Entries Tagged "random numbers"

Page 4 of 5

Lousy Random Numbers Cause Insecure Public Keys

There’s some excellent research (paper, news articles) surveying public keys in the wild. Basically, the researchers found that a small fraction of them (27,000 out of 7.1 million, or 0.38%) share a common factor and are inherently weak. The researchers can break those public keys, and anyone who duplicates their research can as well.

The cause of this is almost certainly a lousy random number generator used to create those public keys in the first place. This shouldn’t come as a surprise. One of the hardest parts of cryptography is random number generation.

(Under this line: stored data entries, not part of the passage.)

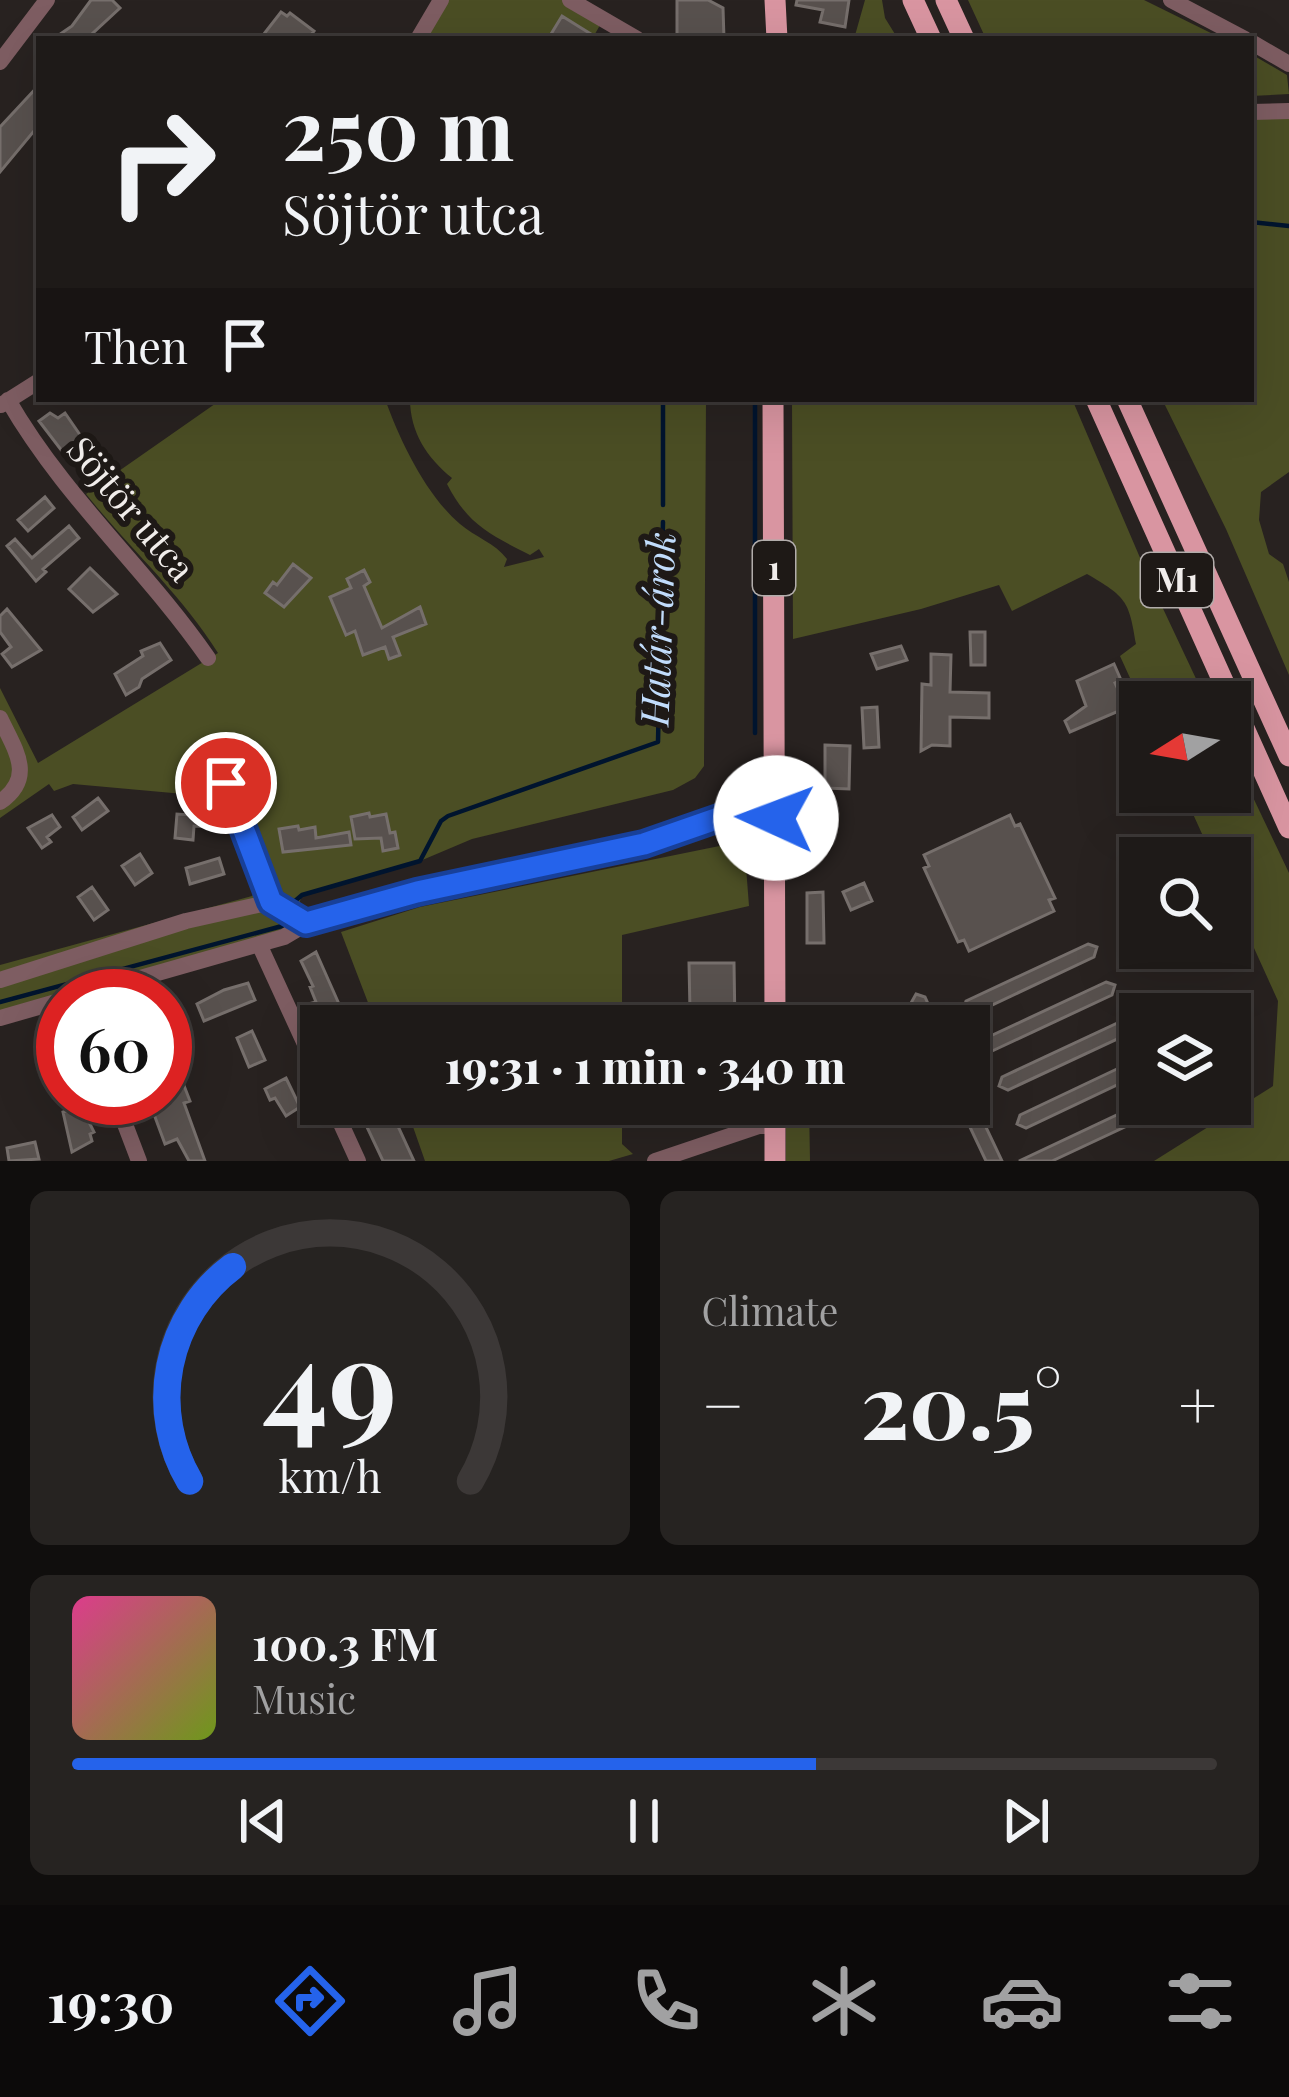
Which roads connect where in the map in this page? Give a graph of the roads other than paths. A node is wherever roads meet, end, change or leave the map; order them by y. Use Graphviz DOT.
graph roads {
  1 [pos="47,0"];
  2 [pos="441,0"];
  3 [pos="570,0"];
  4 [pos="776,0"];
  5 [pos="913,0"];
  6 [pos="946,0"];
  7 [pos="1171,0"];
  8 [pos="420,36"];
  9 [pos="632,36"];
  10 [pos="777,36"];
  11 [pos="930,36"];
  12 [pos="963,36"];
  13 [pos="1239,36"];
  14 [pos="1254,44"];
  15 [pos="0,62"];
  16 [pos="1289,64"];
  17 [pos="1289,111"];
  18 [pos="1254,112"];
  19 [pos="36,383"];
  20 [pos="773,402"];
  21 [pos="1097,402"];
  22 [pos="1128,402"];
  23 [pos="4,403"];
  24 [pos="208,658"];
  25 [pos="0,718"];
  26 [pos="1289,756"];
  27 [pos="1258,761"];
  28 [pos="226,783"];
  29 [pos="0,802"];
  30 [pos="765,812"];
  31 [pos="1289,827"];
  32 [pos="1289,850"];
  33 [pos="271,902"];
  34 [pos="306,923"];
  35 [pos="259,944"];
  36 [pos="172,969"];
  37 [pos="0,980"];
  38 [pos="775,1005"];
  39 [pos="36,1008"];
  40 [pos="0,1018"];
  41 [pos="300,1033"];
  42 [pos="126,1125"];
  43 [pos="342,1125"];
  44 [pos="760,1125"];
  45 [pos="775,1125"];
  46 [pos="139,1161"];
  47 [pos="358,1161"];
  48 [pos="655,1161"];
  49 [pos="775,1161"];
  1 -- 15 [label="street"];
  2 -- 8 [label="street"];
  3 -- 9 [label="street"];
  4 -- 10 [label="main road"];
  5 -- 11 [label="main road"];
  6 -- 12 [label="main road"];
  7 -- 13 [label="street"];
  14 -- 16 [label="street"];
  17 -- 18 [label="street"];
  19 -- 23 [label="street"];
  20 -- 30 [label="main road, 1"];
  21 -- 27 [label="main road, M1"];
  22 -- 26 [label="main road, M1"];
  23 -- 24 [label="street, Söjtör utca"];
  25 -- 29 [label="street"];
  27 -- 31 [label="main road, M1"];
  27 -- 32 [label="main road"];
  28 -- 33 [label="street"];
  30 -- 34 [label="street"];
  30 -- 38 [label="main road, 1"];
  33 -- 34 [label="street"];
  33 -- 37 [label="street"];
  34 -- 35 [label="street"];
  35 -- 36 [label="street"];
  35 -- 41 [label="street"];
  39 -- 40 [label="street"];
  42 -- 46 [label="street"];
  43 -- 47 [label="street"];
  44 -- 48 [label="street"];
  45 -- 49 [label="main road"];
}
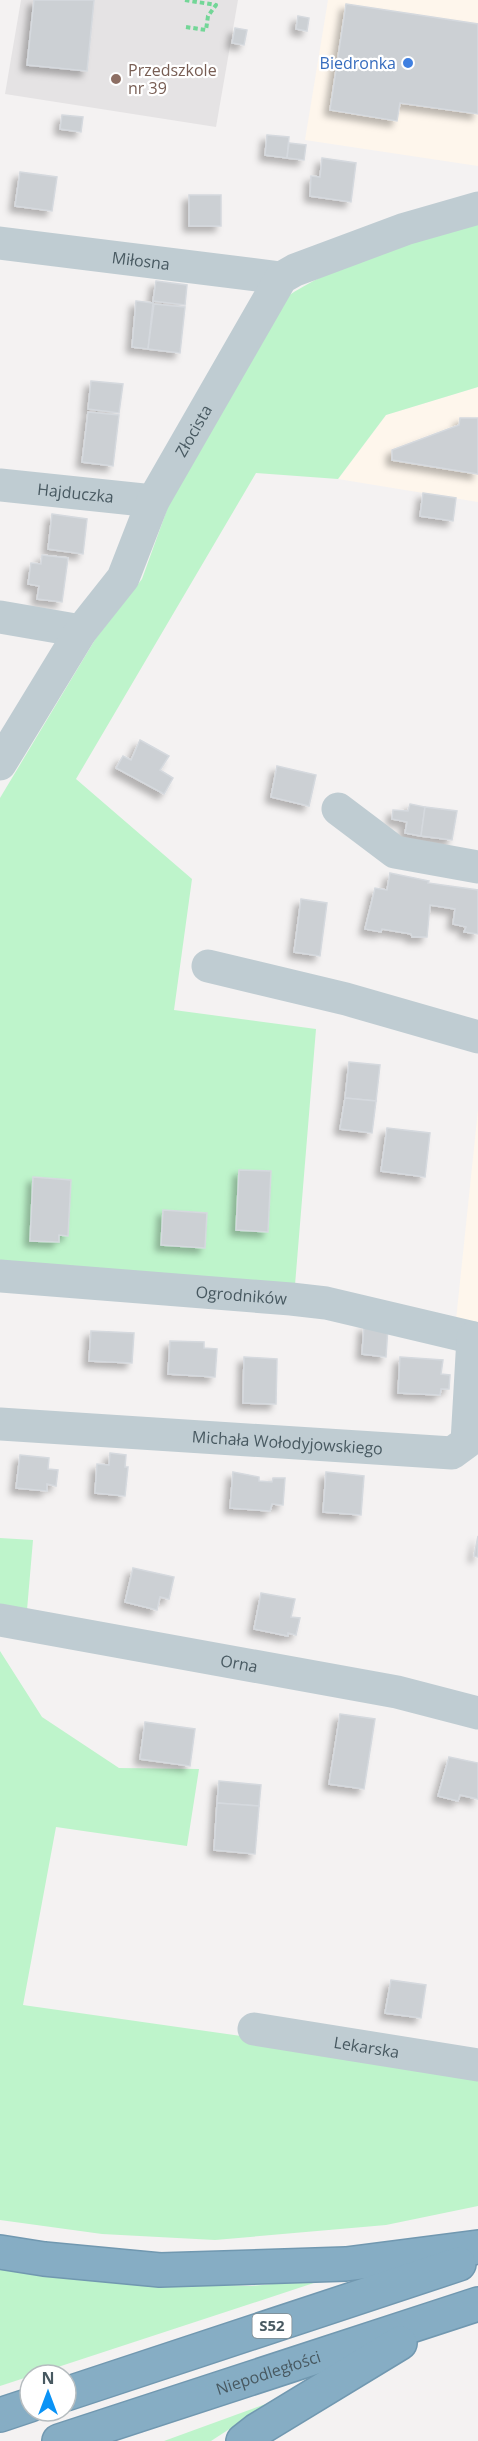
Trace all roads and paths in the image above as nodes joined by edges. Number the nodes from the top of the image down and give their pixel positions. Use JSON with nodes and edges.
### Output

It’s really easy to write a lousy random number generator, and it’s not at all obvious that it is lousy. Randomness is a non-functional requirement, and unless you specifically test for it—and know how to test for it—you’re going to think your cryptosystem is working just fine. (One of the reporters who called me about this story said that the researchers told him about a real-world random number generator that produced just seven different random numbers.) So it’s likely these weak keys are accidental.

It’s certainly possible, though, that some random number generators have been deliberately weakened. The obvious culprits are national intelligence services like the NSA. I have no evidence that this happened, but if I were in charge of weakening cryptosystems in the real world, the first thing I would target is random number generators. They’re easy to weaken, and it’s hard to detect that you’ve done anything. Much safer than tweaking the algorithms, which can be tested against known test vectors and alternate implementations. But again, I’m just speculating here.

What is the security risk? There’s some, but it’s hard to know how much. We can assume that the bad guys can replicate this experiment and find the weak keys. But they’re random, so it’s hard to know how to monetize this attack. Maybe the bad guys will get lucky and one of the weak keys will lead to some obvious way to steal money, or trade secrets, or national intelligence. Maybe.

And what happens now? My hope is that the researchers know which implementations of public-key systems are susceptible to these bad random numbers—they didn’t name names in the paper—and alerted them, and that those companies will fix their systems. (I recommend my own Fortuna, from Cryptography Engineering.) I hope that everyone who implements a home-grown random number generator will rip it out and put in something better. But I don’t hold out much hope. Bad random numbers have broken a lot of cryptosystems in the past, and will continue to do so in the future.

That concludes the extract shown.